**Exercise objective:** Give the count of lines in the records that contain the string "Marilyn", and write nothing but that number.

Dataset records:

»»

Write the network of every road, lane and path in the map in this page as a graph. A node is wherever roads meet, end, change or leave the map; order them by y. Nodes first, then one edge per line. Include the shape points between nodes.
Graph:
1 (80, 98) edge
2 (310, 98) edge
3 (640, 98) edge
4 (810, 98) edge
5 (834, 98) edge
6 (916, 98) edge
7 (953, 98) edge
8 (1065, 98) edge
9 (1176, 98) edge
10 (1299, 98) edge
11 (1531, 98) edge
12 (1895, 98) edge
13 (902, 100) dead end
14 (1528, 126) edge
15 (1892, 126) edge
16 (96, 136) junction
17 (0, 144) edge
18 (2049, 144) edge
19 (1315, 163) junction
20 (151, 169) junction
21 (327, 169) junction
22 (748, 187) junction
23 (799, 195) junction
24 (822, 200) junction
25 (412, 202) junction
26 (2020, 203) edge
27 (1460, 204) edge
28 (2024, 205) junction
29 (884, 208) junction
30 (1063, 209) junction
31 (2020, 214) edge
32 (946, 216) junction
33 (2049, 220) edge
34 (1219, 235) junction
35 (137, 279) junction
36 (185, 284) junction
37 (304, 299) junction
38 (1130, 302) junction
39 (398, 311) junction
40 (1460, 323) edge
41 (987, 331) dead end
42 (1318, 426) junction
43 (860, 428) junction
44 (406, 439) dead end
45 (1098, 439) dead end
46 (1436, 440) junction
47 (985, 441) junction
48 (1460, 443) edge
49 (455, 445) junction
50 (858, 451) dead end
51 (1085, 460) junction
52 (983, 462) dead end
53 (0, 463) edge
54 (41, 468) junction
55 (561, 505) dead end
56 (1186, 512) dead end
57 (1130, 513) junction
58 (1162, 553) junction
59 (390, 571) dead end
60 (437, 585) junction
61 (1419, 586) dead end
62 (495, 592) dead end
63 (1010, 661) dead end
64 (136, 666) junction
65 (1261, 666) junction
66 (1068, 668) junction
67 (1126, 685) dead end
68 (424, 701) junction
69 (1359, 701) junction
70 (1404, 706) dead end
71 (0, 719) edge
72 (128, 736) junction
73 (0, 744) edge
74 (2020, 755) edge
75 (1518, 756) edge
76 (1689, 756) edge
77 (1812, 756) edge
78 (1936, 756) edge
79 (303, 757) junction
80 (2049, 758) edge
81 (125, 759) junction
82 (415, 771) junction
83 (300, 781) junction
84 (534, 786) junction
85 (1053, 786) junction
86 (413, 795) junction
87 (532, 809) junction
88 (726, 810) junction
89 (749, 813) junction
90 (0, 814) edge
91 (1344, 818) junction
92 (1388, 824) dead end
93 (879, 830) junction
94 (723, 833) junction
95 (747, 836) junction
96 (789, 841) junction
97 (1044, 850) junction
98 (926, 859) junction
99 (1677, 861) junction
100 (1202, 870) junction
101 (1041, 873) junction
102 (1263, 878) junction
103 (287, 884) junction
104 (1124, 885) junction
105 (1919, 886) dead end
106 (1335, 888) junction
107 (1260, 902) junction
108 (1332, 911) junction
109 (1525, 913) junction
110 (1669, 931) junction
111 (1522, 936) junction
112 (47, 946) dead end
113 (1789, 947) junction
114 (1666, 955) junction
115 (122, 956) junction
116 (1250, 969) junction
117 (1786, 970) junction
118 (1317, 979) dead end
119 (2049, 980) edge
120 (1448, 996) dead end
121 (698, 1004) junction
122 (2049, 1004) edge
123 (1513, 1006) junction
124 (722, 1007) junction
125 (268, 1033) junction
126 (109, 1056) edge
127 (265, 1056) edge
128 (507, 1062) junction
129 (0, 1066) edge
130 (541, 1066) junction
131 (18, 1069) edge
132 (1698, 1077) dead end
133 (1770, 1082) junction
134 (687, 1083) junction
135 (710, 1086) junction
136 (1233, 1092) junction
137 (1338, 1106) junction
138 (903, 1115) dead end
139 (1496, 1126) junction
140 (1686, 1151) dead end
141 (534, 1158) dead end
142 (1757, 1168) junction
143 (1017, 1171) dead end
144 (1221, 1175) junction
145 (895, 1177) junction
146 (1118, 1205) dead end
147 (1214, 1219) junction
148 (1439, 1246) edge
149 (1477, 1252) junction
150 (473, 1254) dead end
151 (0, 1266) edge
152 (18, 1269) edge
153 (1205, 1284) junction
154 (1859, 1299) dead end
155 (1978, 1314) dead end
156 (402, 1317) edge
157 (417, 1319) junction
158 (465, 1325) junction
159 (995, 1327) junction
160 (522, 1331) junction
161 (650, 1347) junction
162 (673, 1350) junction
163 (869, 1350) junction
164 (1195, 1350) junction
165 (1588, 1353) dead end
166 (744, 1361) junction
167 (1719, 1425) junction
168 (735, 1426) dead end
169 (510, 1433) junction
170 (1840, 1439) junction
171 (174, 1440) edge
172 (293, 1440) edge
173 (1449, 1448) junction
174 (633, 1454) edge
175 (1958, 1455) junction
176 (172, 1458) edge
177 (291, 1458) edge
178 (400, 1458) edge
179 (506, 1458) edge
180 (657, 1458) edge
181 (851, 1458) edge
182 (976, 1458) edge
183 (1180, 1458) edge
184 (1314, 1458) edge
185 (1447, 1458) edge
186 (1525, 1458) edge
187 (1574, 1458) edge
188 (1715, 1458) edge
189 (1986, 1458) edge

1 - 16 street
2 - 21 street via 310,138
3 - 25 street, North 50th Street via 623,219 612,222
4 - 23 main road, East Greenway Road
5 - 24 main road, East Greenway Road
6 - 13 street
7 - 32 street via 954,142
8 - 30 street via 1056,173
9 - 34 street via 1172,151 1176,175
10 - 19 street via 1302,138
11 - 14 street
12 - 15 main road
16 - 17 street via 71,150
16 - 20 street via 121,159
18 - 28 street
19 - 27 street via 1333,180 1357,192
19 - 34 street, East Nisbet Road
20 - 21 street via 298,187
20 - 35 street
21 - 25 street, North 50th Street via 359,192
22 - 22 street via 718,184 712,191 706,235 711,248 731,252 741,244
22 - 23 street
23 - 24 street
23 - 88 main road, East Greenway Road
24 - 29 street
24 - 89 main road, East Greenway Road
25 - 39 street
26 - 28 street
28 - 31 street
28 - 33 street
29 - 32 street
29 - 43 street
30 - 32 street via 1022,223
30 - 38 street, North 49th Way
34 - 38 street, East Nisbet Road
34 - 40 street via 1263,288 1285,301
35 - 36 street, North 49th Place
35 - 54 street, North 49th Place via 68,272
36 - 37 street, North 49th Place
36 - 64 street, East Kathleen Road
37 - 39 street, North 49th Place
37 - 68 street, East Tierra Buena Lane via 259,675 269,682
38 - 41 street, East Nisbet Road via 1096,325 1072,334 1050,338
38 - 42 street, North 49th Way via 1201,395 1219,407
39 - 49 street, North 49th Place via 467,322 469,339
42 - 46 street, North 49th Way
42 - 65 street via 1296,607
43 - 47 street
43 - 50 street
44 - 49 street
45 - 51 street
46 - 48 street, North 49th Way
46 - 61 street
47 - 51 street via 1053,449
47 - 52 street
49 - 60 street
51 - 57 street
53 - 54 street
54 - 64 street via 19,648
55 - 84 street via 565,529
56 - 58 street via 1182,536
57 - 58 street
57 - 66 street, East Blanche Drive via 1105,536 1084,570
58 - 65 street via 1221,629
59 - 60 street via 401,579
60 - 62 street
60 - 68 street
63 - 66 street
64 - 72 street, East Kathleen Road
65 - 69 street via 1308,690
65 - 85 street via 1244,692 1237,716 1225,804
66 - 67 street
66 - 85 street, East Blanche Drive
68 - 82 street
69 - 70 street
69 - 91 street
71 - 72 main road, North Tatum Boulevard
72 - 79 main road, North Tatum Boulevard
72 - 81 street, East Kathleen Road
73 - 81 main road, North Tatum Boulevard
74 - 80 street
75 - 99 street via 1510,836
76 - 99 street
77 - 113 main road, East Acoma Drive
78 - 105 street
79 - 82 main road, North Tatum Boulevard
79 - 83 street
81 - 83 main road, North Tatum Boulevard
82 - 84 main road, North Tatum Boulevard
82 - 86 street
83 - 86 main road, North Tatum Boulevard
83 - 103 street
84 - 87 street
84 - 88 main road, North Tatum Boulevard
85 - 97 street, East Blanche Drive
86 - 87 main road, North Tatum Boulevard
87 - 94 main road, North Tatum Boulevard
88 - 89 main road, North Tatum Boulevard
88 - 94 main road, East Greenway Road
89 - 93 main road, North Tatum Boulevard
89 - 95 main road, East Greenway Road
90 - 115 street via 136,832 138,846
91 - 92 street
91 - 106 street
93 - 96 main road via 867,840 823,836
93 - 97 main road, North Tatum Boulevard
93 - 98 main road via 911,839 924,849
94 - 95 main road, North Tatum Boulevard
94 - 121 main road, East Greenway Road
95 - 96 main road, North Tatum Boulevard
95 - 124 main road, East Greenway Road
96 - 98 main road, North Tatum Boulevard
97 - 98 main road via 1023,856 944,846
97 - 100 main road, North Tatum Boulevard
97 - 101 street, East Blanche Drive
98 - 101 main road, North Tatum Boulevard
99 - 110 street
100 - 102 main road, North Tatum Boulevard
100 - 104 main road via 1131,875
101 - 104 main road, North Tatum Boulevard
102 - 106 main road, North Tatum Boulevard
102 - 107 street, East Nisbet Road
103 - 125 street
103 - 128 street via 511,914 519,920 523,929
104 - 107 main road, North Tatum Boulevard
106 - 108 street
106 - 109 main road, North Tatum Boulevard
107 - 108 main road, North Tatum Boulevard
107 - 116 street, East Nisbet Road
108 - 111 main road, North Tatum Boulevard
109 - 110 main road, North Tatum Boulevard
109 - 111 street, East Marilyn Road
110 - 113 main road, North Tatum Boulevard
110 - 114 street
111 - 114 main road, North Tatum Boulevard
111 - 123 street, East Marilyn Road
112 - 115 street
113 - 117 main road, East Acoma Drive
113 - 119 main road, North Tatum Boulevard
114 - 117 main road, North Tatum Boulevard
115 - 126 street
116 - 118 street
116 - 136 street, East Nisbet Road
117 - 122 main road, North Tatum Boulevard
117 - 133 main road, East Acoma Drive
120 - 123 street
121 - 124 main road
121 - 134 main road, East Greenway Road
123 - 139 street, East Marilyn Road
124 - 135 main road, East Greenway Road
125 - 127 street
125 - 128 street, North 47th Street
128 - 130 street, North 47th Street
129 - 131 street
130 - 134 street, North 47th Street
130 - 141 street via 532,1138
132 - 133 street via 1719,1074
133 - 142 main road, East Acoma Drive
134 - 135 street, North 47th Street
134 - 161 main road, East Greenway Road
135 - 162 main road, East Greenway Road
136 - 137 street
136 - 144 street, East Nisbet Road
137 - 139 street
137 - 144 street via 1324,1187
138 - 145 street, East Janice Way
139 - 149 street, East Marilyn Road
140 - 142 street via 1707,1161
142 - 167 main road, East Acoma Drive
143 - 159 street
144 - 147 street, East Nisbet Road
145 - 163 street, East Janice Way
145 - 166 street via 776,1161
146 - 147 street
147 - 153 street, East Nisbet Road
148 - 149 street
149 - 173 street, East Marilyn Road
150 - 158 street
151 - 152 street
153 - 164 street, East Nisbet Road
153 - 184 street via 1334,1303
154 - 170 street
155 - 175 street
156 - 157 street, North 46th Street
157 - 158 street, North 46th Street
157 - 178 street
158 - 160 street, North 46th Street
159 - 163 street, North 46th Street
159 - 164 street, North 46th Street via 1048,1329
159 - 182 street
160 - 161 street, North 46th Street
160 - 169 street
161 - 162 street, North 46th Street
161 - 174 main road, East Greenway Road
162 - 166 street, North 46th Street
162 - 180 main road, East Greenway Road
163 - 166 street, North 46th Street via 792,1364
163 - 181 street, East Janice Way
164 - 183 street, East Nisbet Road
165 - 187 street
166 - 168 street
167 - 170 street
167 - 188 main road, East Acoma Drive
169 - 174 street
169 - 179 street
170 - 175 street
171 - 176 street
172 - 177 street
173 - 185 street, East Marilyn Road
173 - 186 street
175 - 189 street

««

**Solution for this problem:** 6